- **TASK TO CARRY OUT**
Faithfully repeat each entry below, minus the pictures.

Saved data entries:

○ ○ ○

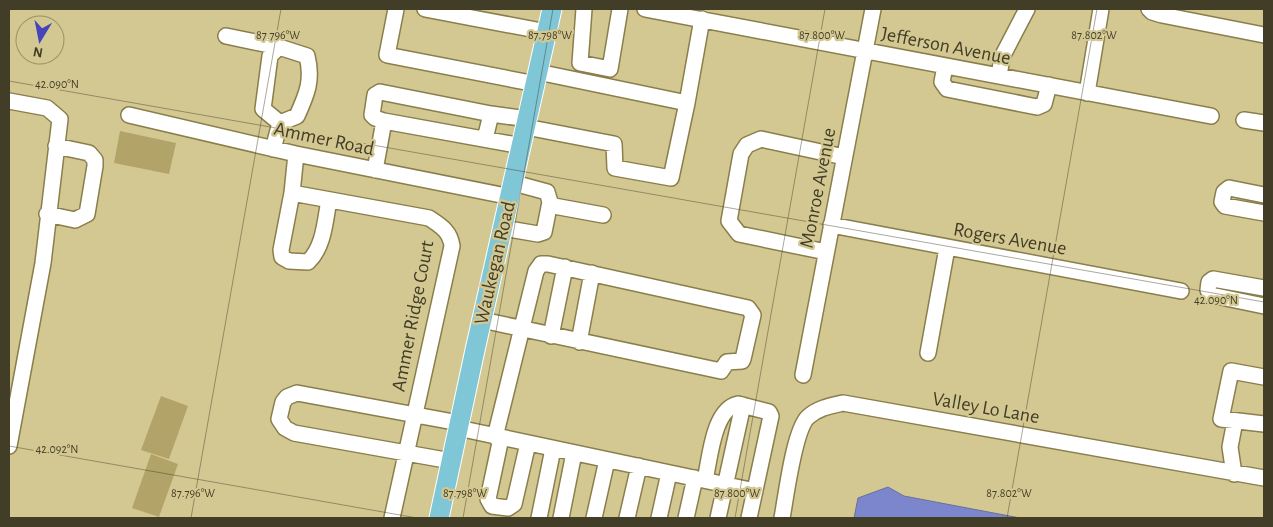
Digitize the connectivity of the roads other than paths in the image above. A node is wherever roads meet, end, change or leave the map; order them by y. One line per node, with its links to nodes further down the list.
1 (396, 9): 20 (street)
2 (425, 9): 13 (street)
3 (552, 9): 13 (main road, Waukegan Road)
4 (584, 9): 5 (street)
5 (620, 9)
6 (645, 9): 11 (street, Jefferson Avenue)
7 (873, 9): 17 (street, Monroe Avenue)
8 (1027, 9): 19 (street)
9 (1101, 9): 22 (street)
10 (1149, 9): 14 (street)
11 (686, 12): 12 (street, Jefferson Avenue)
12 (707, 16): 17 (street, Jefferson Avenue); 24 (street)
13 (547, 32): 20 (main road, Waukegan Road)
14 (1264, 35)
15 (226, 36): 16 (street)
16 (279, 47): 30 (street); 30 (street)
17 (865, 50): 18 (street, Jefferson Avenue); 38 (street, Monroe Avenue)
18 (945, 66): 19 (street, Jefferson Avenue); 21 (street)
19 (998, 76): 21 (street, Jefferson Avenue)
20 (537, 78): 24 (street); 31 (main road, Waukegan Road)
21 (1049, 86): 22 (street, Jefferson Avenue)
22 (1087, 93): 27 (street, Jefferson Avenue)
23 (9, 101): 34 (street)
24 (688, 103): 31 (street)
25 (491, 114): 29 (street); 31 (street); 33 (street)
26 (129, 115): 36 (street, Ammer Road)
27 (1211, 116)
28 (1244, 120): 32 (street)
29 (384, 121): 33 (street); 39 (street)
30 (280, 123): 36 (street)
31 (527, 123): 35 (main road, Waukegan Road)
32 (1264, 124)
33 (485, 139): 35 (street)
34 (56, 146): 46 (street); 46 (street)
35 (522, 146): 40 (main road, Waukegan Road)
36 (273, 149): 37 (street, Ammer Road)
37 (296, 154): 39 (street, Ammer Road); 41 (street)
38 (844, 157): 48 (street, Monroe Avenue); 51 (street)
39 (375, 170): 40 (street, Ammer Road)
40 (512, 190): 44 (street, Ammer Road); 49 (main road, Waukegan Road)
41 (292, 193): 43 (street, Ammer Ridge Court); 43 (street)
42 (1264, 195): 45 (street)
43 (329, 200): 65 (street, Ammer Ridge Court)
44 (550, 202): 47 (street); 49 (street)
45 (1264, 213)
46 (47, 214): 71 (street)
47 (603, 215)
48 (831, 225): 50 (street, Rogers Avenue); 51 (street, Monroe Avenue)
49 (503, 228): 57 (main road, Waukegan Road)
50 (947, 248): 55 (street, Rogers Avenue); 61 (street)
51 (826, 252): 62 (street, Monroe Avenue)
52 (565, 267): 53 (street); 58 (street); 59 (street)
53 (592, 273): 60 (street); 60 (street)
54 (1264, 288): 56 (street)
55 (1181, 291)
56 (1264, 304)
57 (482, 320): 58 (street); 68 (main road, Waukegan Road)
58 (521, 330): 59 (street); 69 (street)
59 (551, 336): 60 (street)
60 (579, 342)
61 (928, 353)
62 (803, 375)
63 (1264, 377): 66 (street)
64 (743, 405): 81 (street); 82 (street); 83 (street)
65 (414, 414): 68 (street, Ammer Ridge Court); 73 (street, Ammer Ridge Court); 73 (street, Ammer Ridge Court)
66 (1235, 422): 67 (street); 79 (street)
67 (1264, 424)
68 (458, 426): 69 (street, Ammer Ridge Court); 76 (main road, Waukegan Road)
69 (498, 437): 70 (street, Ammer Ridge Court); 70 (street)
70 (528, 443): 72 (street, Ammer Ridge Court)
71 (9, 446)
72 (553, 449): 74 (street, Ammer Ridge Court); 86 (street)
73 (404, 453): 76 (street, Ammer Ridge Court); 84 (street, Ammer Ridge Court)
74 (574, 453): 75 (street, Ammer Ridge Court); 87 (street)
75 (607, 460): 77 (street, Ammer Ridge Court); 88 (street)
76 (451, 461): 85 (main road, Waukegan Road)
77 (639, 466): 78 (street, Ammer Ridge Court); 89 (street)
78 (669, 473): 81 (street, Ammer Ridge Court); 90 (street)
79 (1234, 474): 80 (street, Valley Lo Lane); 94 (street, Valley Lo Lane)
80 (1264, 478)
81 (700, 479): 82 (street, Ammer Ridge Court); 91 (street)
82 (725, 484): 83 (street, Ammer Ridge Court); 92 (street)
83 (755, 490): 93 (street)
84 (392, 518)
85 (439, 518)
86 (539, 518)
87 (560, 518)
88 (594, 518)
89 (626, 518)
90 (658, 518)
91 (686, 518)
92 (718, 518)
93 (748, 518)
94 (782, 518)

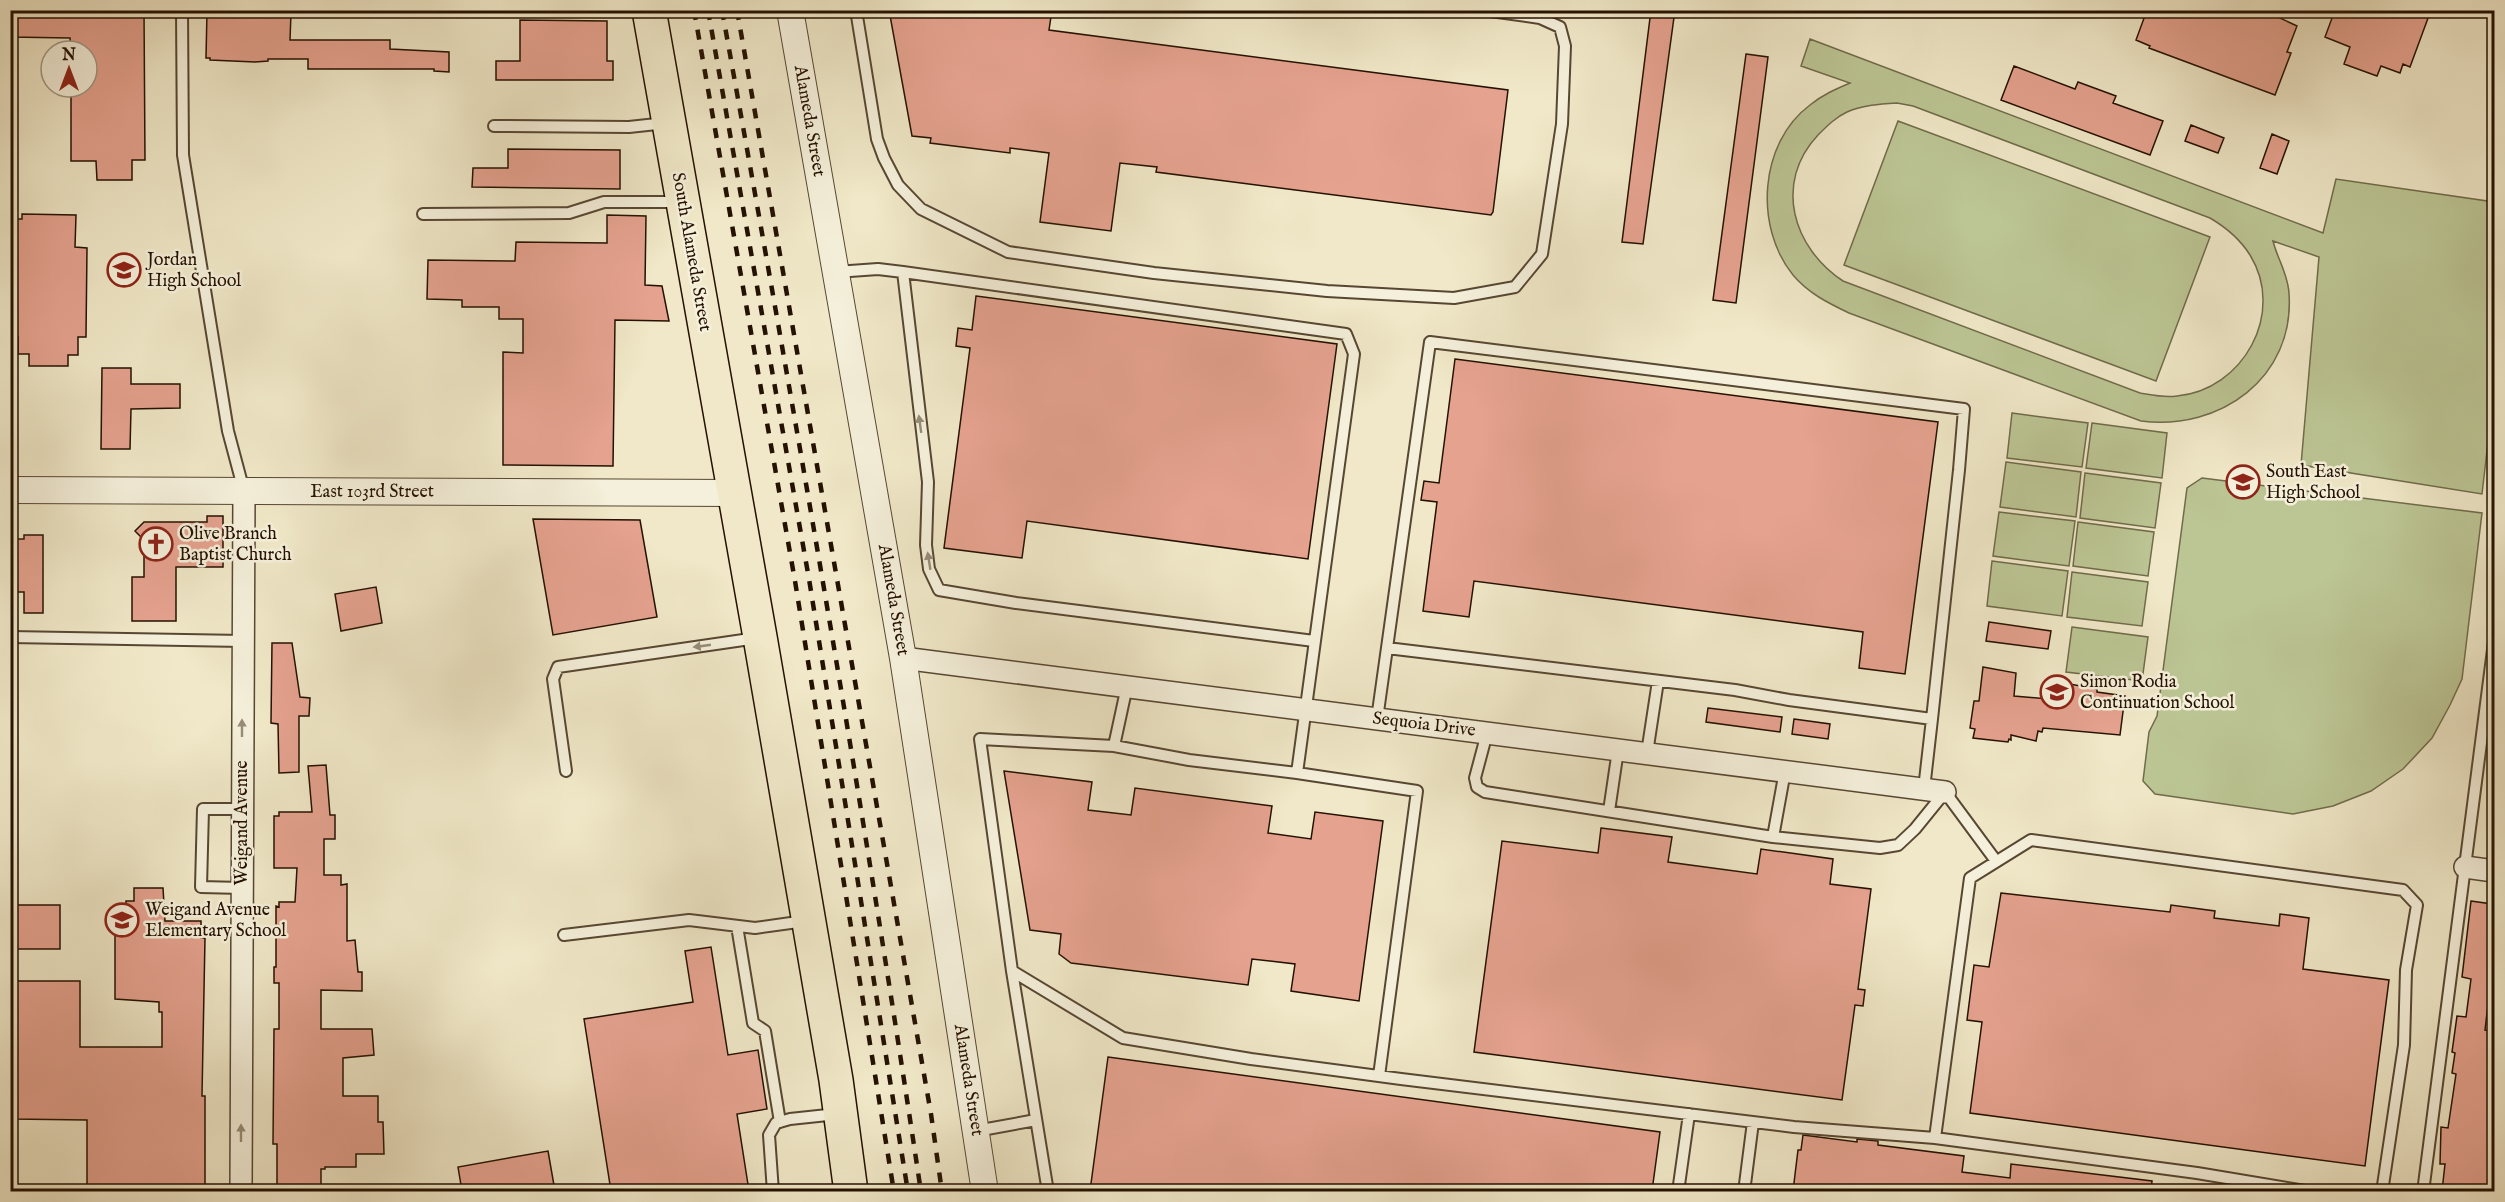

○ ○ ○

- **TASK RESULT**
Digitize the connectivity of the roads other than paths in the image above. A node is wherever roads meet, end, change or leave the map; order them by y. One line per node, with its links to nodes further down the list.
1 (396, 9): 20 (street)
2 (425, 9): 13 (street)
3 (552, 9): 13 (main road, Waukegan Road)
4 (584, 9): 5 (street)
5 (620, 9)
6 (645, 9): 11 (street, Jefferson Avenue)
7 (873, 9): 17 (street, Monroe Avenue)
8 (1027, 9): 19 (street)
9 (1101, 9): 22 (street)
10 (1149, 9): 14 (street)
11 (686, 12): 12 (street, Jefferson Avenue)
12 (707, 16): 17 (street, Jefferson Avenue); 24 (street)
13 (547, 32): 20 (main road, Waukegan Road)
14 (1264, 35)
15 (226, 36): 16 (street)
16 (279, 47): 30 (street); 30 (street)
17 (865, 50): 18 (street, Jefferson Avenue); 38 (street, Monroe Avenue)
18 (945, 66): 19 (street, Jefferson Avenue); 21 (street)
19 (998, 76): 21 (street, Jefferson Avenue)
20 (537, 78): 24 (street); 31 (main road, Waukegan Road)
21 (1049, 86): 22 (street, Jefferson Avenue)
22 (1087, 93): 27 (street, Jefferson Avenue)
23 (9, 101): 34 (street)
24 (688, 103): 31 (street)
25 (491, 114): 29 (street); 31 (street); 33 (street)
26 (129, 115): 36 (street, Ammer Road)
27 (1211, 116)
28 (1244, 120): 32 (street)
29 (384, 121): 33 (street); 39 (street)
30 (280, 123): 36 (street)
31 (527, 123): 35 (main road, Waukegan Road)
32 (1264, 124)
33 (485, 139): 35 (street)
34 (56, 146): 46 (street); 46 (street)
35 (522, 146): 40 (main road, Waukegan Road)
36 (273, 149): 37 (street, Ammer Road)
37 (296, 154): 39 (street, Ammer Road); 41 (street)
38 (844, 157): 48 (street, Monroe Avenue); 51 (street)
39 (375, 170): 40 (street, Ammer Road)
40 (512, 190): 44 (street, Ammer Road); 49 (main road, Waukegan Road)
41 (292, 193): 43 (street, Ammer Ridge Court); 43 (street)
42 (1264, 195): 45 (street)
43 (329, 200): 65 (street, Ammer Ridge Court)
44 (550, 202): 47 (street); 49 (street)
45 (1264, 213)
46 (47, 214): 71 (street)
47 (603, 215)
48 (831, 225): 50 (street, Rogers Avenue); 51 (street, Monroe Avenue)
49 (503, 228): 57 (main road, Waukegan Road)
50 (947, 248): 55 (street, Rogers Avenue); 61 (street)
51 (826, 252): 62 (street, Monroe Avenue)
52 (565, 267): 53 (street); 58 (street); 59 (street)
53 (592, 273): 60 (street); 60 (street)
54 (1264, 288): 56 (street)
55 (1181, 291)
56 (1264, 304)
57 (482, 320): 58 (street); 68 (main road, Waukegan Road)
58 (521, 330): 59 (street); 69 (street)
59 (551, 336): 60 (street)
60 (579, 342)
61 (928, 353)
62 (803, 375)
63 (1264, 377): 66 (street)
64 (743, 405): 81 (street); 82 (street); 83 (street)
65 (414, 414): 68 (street, Ammer Ridge Court); 73 (street, Ammer Ridge Court); 73 (street, Ammer Ridge Court)
66 (1235, 422): 67 (street); 79 (street)
67 (1264, 424)
68 (458, 426): 69 (street, Ammer Ridge Court); 76 (main road, Waukegan Road)
69 (498, 437): 70 (street, Ammer Ridge Court); 70 (street)
70 (528, 443): 72 (street, Ammer Ridge Court)
71 (9, 446)
72 (553, 449): 74 (street, Ammer Ridge Court); 86 (street)
73 (404, 453): 76 (street, Ammer Ridge Court); 84 (street, Ammer Ridge Court)
74 (574, 453): 75 (street, Ammer Ridge Court); 87 (street)
75 (607, 460): 77 (street, Ammer Ridge Court); 88 (street)
76 (451, 461): 85 (main road, Waukegan Road)
77 (639, 466): 78 (street, Ammer Ridge Court); 89 (street)
78 (669, 473): 81 (street, Ammer Ridge Court); 90 (street)
79 (1234, 474): 80 (street, Valley Lo Lane); 94 (street, Valley Lo Lane)
80 (1264, 478)
81 (700, 479): 82 (street, Ammer Ridge Court); 91 (street)
82 (725, 484): 83 (street, Ammer Ridge Court); 92 (street)
83 (755, 490): 93 (street)
84 (392, 518)
85 (439, 518)
86 (539, 518)
87 (560, 518)
88 (594, 518)
89 (626, 518)
90 (658, 518)
91 (686, 518)
92 (718, 518)
93 (748, 518)
94 (782, 518)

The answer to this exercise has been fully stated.